■ **SUPPLIED DATA**

========================

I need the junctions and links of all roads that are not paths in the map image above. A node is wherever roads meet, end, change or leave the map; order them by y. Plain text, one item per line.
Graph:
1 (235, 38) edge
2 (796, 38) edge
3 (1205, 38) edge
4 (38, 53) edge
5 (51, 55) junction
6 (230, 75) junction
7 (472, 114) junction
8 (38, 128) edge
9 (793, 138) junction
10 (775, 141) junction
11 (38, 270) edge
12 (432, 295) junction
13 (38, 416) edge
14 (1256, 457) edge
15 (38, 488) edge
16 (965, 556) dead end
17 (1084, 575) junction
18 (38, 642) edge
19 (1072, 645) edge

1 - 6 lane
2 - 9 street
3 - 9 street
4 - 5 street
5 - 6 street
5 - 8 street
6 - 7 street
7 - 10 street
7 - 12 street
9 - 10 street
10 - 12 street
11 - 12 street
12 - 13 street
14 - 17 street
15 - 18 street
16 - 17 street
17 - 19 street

========================

■ **HOW TO COMPLETE THIS TASK**
Restate the material word for word so that no line differs from the original.

■ **RESULT FOR THIS TASK**
I need the junctions and links of all roads that are not paths in the map image above. A node is wherever roads meet, end, change or leave the map; order them by y. Plain text, one item per line.
Graph:
1 (235, 38) edge
2 (796, 38) edge
3 (1205, 38) edge
4 (38, 53) edge
5 (51, 55) junction
6 (230, 75) junction
7 (472, 114) junction
8 (38, 128) edge
9 (793, 138) junction
10 (775, 141) junction
11 (38, 270) edge
12 (432, 295) junction
13 (38, 416) edge
14 (1256, 457) edge
15 (38, 488) edge
16 (965, 556) dead end
17 (1084, 575) junction
18 (38, 642) edge
19 (1072, 645) edge

1 - 6 lane
2 - 9 street
3 - 9 street
4 - 5 street
5 - 6 street
5 - 8 street
6 - 7 street
7 - 10 street
7 - 12 street
9 - 10 street
10 - 12 street
11 - 12 street
12 - 13 street
14 - 17 street
15 - 18 street
16 - 17 street
17 - 19 street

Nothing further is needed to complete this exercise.